Pulosari is a village located in Kalapanunggal district of the Sukabumi regency in West Java, Indonesia

Geography
Pulosari Village is located at coordinates 6 ° 47'10.9 "South Latitude 106 ° 39'33.0" East Longitude. The village borders the Mount Halimun Salak National Park in the north, then borders the Makasari and Gunung Endut village in the East, borders Palasari Girang and Walangsari village in the South, and borders the Kabandungan village from Kabandungan district in the west.
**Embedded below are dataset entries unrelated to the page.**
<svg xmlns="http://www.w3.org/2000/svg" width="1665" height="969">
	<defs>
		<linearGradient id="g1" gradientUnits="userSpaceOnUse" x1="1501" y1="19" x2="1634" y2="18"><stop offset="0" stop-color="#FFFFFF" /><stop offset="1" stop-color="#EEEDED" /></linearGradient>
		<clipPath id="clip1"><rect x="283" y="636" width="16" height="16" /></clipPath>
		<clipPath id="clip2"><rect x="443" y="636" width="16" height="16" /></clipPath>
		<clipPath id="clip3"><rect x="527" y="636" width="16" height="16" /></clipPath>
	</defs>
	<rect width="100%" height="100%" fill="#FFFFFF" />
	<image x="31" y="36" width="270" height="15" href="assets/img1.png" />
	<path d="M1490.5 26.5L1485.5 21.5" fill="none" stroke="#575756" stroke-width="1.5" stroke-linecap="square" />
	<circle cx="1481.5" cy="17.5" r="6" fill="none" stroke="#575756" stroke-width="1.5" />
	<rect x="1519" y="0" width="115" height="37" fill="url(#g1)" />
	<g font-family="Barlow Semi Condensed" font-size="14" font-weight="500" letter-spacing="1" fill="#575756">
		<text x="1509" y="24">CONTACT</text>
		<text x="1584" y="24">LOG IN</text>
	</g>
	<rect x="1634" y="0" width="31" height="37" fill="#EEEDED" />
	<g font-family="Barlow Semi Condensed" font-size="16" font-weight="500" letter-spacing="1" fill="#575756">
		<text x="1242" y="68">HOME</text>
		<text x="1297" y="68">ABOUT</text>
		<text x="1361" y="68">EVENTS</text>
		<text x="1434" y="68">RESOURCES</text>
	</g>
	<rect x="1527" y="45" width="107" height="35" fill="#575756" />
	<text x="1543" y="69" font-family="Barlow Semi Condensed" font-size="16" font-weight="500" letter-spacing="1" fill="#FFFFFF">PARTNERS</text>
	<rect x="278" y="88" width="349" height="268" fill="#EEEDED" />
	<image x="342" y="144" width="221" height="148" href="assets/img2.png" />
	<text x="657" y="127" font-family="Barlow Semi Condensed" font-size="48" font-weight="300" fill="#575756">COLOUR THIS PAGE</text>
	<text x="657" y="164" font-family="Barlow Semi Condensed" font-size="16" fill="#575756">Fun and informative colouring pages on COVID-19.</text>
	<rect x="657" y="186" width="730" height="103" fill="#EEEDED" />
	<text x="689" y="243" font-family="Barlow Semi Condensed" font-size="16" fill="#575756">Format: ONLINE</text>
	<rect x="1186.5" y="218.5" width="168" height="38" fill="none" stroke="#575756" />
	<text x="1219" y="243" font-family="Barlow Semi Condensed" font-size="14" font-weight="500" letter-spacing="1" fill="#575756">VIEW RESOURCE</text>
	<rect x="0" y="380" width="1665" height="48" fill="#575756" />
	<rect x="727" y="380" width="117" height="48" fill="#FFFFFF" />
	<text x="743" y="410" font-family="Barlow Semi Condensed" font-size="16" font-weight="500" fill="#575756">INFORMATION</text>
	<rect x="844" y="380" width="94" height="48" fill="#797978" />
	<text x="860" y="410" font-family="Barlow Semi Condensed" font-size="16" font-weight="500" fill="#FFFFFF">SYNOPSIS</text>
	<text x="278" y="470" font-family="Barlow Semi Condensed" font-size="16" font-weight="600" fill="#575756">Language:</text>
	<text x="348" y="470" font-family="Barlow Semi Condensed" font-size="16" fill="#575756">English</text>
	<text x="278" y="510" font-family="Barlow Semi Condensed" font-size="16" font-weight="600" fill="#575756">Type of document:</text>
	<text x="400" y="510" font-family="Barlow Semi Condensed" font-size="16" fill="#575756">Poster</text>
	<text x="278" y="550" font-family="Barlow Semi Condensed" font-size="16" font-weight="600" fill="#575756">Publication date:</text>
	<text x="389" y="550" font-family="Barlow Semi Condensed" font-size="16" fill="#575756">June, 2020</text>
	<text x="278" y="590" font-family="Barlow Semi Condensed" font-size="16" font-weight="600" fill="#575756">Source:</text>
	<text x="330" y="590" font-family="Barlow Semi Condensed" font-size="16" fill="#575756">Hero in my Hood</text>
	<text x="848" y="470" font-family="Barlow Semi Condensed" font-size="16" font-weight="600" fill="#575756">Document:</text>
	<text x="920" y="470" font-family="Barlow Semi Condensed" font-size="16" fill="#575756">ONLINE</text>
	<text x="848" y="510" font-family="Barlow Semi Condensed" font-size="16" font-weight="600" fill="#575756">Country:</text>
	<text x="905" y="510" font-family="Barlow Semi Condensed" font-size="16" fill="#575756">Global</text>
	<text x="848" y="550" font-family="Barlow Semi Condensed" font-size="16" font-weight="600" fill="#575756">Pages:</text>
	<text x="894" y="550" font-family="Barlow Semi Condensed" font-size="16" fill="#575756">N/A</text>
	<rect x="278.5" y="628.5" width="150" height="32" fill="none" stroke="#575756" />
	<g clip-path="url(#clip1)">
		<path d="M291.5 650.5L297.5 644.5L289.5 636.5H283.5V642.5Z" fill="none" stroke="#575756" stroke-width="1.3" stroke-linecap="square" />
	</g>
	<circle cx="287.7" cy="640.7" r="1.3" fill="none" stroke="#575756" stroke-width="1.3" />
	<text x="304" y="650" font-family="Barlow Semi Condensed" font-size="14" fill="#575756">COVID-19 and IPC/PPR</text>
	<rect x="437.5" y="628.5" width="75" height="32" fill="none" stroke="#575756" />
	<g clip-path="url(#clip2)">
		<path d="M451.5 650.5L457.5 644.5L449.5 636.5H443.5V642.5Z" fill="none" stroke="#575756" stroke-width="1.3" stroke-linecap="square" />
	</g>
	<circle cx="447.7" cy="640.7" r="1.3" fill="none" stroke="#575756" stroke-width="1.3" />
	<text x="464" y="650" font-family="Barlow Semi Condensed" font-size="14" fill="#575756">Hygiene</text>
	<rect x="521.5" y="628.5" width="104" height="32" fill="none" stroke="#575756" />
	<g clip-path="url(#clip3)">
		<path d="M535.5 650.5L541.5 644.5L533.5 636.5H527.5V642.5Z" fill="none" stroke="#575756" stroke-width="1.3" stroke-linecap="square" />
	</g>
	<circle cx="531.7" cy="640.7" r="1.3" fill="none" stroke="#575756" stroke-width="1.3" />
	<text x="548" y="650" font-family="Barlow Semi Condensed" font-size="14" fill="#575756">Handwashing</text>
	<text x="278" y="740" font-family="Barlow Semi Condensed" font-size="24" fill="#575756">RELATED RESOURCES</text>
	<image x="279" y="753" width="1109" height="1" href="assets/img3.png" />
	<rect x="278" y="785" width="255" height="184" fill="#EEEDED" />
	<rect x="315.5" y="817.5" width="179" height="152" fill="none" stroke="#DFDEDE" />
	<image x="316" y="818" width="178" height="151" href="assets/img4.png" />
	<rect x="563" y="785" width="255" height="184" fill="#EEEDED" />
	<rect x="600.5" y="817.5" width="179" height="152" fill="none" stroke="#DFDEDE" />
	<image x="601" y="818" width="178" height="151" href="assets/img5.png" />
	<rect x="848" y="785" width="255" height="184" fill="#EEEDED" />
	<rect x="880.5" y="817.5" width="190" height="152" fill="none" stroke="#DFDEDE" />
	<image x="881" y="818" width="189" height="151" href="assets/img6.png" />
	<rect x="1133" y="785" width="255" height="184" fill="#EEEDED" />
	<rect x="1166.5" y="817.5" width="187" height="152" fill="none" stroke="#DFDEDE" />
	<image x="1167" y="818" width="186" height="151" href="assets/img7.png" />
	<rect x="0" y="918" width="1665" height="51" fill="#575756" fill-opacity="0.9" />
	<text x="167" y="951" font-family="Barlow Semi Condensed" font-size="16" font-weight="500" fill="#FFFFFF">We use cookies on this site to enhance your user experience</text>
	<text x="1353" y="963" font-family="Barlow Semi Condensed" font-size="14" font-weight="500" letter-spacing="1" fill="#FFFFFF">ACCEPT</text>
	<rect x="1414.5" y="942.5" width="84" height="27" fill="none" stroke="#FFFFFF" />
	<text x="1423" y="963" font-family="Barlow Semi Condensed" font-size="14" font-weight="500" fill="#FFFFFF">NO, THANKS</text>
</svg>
The total area of Pulosari Village is 2,632 ha/m^2 which consists of settlements covering an area of 65.27 ha / m^2, rice fields covering 286.4 ha / m^2, plantation land covering an area of 430 ha / m^2, burial land covering an area of  3 ha / m^2, and yards. an area of 24.1 ha / m^2.

Tourism
Pulosari Village offers natural attractions such as Curug Batu Bodas and Bukit Cinta.

Curug Batu Bodas 

Curug Batu Bodas is located around 500 meter from Kampung Cigoong. The origin of the name "bodas" which means "white" or "holy" in Sundanese is inspired by a tall white rock like a cliff. Hence, Curug Batu Bodas means White Stone Waterfall. Approaching the destination, you will find a natural spot called Tangga Seribu or the Thousand Stairs that gives you breathtaking scenery of the village

Local residents who have a strong animism belief, recognizing the waterfall as a place of pilgrimage for their ancestors. Tourists who want to visit the waterfall are encouraged to follow the local customs procedures because there are areas in the waterfall that need to be kept "pure" so that they are not allowed to eat or swim in pools or certain areas other than what has been allowed by the residents, namely the Kahuripan and Cipabeasan water which are said to be used for bathing if you have a desire. However, some residents expressed the cons of inviting tourists such as garbage dumped carelessly or used as a dating location because of their desire to maintain the “cleanliness” of Batu Bodas. Access to the waterfall is still difficult and does not allow cars

Curug Batu Bodas has officially become a natural tourist attraction in July 2020. Residents open this nature tourism in the hope that it can increase the income of the village economy and reduce unemployment. Residents also hope that the government will help develop facilities that can accommodate tourists in the future; such as toilets, rest areas, and prayer rooms.

Resources
Pulosari Village, especially Kampung Cigoong has great potential for palm sugar plantations because of its uniqueness where the villagers agree to share the palm sugar trees that are located around Curug Batu Bodas with its residents; management. Each resident manages a tree and has the freedom to take advantage of the tree by either making juice, sugar, selling and turning, etc. The price of one toros is five pieces or fifty thousand rupiah.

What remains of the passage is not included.